Of course other States might, or would, impose a tariff on New York jewelry and paintings.

Could you imagine having to buy everything you buy from producers in your home State? Why limit your choice to products from producers in your home country?

The United States free trade zone has sometimes hurt individual States when they had to complete with more productive higher capital people from other States, but, all in all, it has been a blessing in capitalistic competition and productivity. Allowing the citizens of each state to produce and specialize in what they excel at has made all of us richer.

The largest experiment in free trade of all time has proved itself. No politician even advocates intrastate domestic trade barriers. Yet every claimed benefit of international trade protectionism is available on the State level. All the unheralded detriments are there also.

Opposite Day

I used to joke that most of what is taught in elite American universities about society is wrong, but I’ve come suspect that it is not wrong.

I’m beginning to entertain the possibility that  everything the media, academia, politicians, big businessmen, the judiciary, “the establishment” and all “right thinking people” believes about society is not only wrong, but directly opposite the truth.

Progressives have been ruling the US and determining the acceptable narrative since about 1960, which is fifty six years. Yet for fifty six years they have blamed all the tragedies of the human condition on the power and influence of non-progressives. So that is the first opposite.  They ran the place for most of living memory yet our problems are due to their defeated enemies.

Progressives condemn capitalism and attribute all sorts of ills, injustices and unsociable behavior to the quest for profits. In truth, under laissez-faire capitalism, profits are a sign of virtue and the strong benefit rather than exploit the weak. Think about the fate of some below average schlub  in Havana or North Korea as opposed to some below average schlub in Palo Alto or New York City.

Progressives condemn white Americans as racist. I don’t know a way of measuring racism, but they sidestepped the impossibility of measuring racism by defining racism as racial prejudice combined with power.

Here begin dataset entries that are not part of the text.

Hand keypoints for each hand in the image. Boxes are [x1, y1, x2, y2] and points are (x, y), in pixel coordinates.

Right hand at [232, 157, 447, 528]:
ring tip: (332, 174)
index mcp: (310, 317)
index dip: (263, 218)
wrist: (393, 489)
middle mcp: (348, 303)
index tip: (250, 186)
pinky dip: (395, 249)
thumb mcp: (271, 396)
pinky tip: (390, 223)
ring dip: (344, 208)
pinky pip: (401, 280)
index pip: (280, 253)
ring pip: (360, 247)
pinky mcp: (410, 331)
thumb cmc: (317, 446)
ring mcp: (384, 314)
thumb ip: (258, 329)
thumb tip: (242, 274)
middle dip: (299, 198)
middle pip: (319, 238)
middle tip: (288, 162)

By definition white people are in power so only they can be racist.  The institutions controlled by white people, the universities, the courts, the media, corporations, seem to me to be even handed.  Does anyone contend that movies and TV are bigoted? that university admissions disfavor blacks or university administrators dismiss black grievances? that a black man shot by a policeman gets less due process and justice than a white man? I cannot see into the hearts of my fellow man but I am beginning to suspect that whites may be less bigoted than other races. Opposite day.

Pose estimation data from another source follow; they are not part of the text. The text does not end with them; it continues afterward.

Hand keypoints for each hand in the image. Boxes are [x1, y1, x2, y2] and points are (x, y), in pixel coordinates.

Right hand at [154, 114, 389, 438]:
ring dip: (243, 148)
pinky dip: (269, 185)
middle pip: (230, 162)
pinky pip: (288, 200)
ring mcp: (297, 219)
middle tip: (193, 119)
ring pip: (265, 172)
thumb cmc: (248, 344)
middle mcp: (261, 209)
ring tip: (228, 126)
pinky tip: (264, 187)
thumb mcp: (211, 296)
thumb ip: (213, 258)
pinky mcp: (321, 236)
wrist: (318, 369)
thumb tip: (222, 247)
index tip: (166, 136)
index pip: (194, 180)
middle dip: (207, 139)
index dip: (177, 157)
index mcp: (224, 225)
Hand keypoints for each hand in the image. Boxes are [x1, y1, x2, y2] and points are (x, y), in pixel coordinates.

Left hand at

Progressives decree that women are subjugated to male patriarchy in America. Yet a twenty one year old woman in New York City can walk out alone in a mini skirt, expect not to be sexually assaulted, pick and choose among the many men attracted by the sexual display, stay out until the early morning hours for her pleasure and walk home alone, unmolested. I would say that the majority of women in the world do not have that freedom. Its amazing that there can be such a honorable culture.

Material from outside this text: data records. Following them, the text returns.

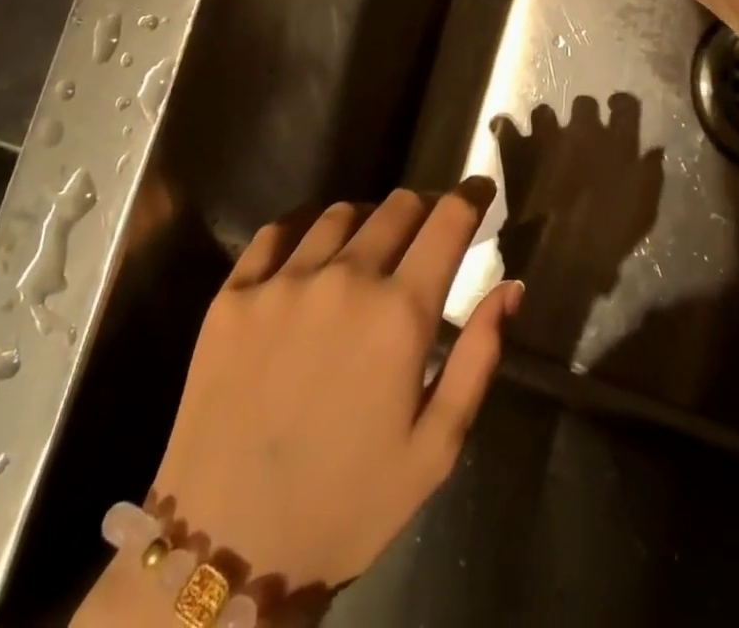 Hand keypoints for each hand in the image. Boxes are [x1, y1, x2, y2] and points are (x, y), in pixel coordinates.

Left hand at [147, 182, 518, 600]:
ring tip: (369, 246)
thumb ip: (479, 358)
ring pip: (340, 212)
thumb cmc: (348, 504)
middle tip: (428, 229)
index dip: (472, 194)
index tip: (480, 188)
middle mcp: (344, 278)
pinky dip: (305, 227)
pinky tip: (310, 249)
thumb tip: (511, 286)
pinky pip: (276, 231)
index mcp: (399, 313)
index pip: (448, 221)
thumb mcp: (435, 449)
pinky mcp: (233, 295)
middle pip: (398, 205)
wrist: (227, 549)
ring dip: (368, 219)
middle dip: (424, 207)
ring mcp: (283, 281)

Progressives say that income inequality is bad. Maybe income inequality is good. If income inequality is bad, are not other forms of inequality bad?  Slim attractive women live better lives than fat unattractive women. Most of the times I see a woman driving a luxury car like a BMW or a Range Rover, she looks hot. No one agitates for less inequality in political power.

Diversity is supposed to lead to more points of view leading to better results in whatever project you are engaged in. No empirical study of the theory have ever been performed to my knowledge. Perhaps the opposite is true. Diversity could lead to misunderstandings, sand in the gears, annoyances caused by radically different cultures, resentments, petty score keeping by race, tribal loyalties superseding institutional loyalties. Who knows.

The premise of Opposite Day is that it is not a mistake in knowledge. It is not innocent error. Perhaps it is a calculated program of lies. The purpose of the lies? To take power from some people and give it to others.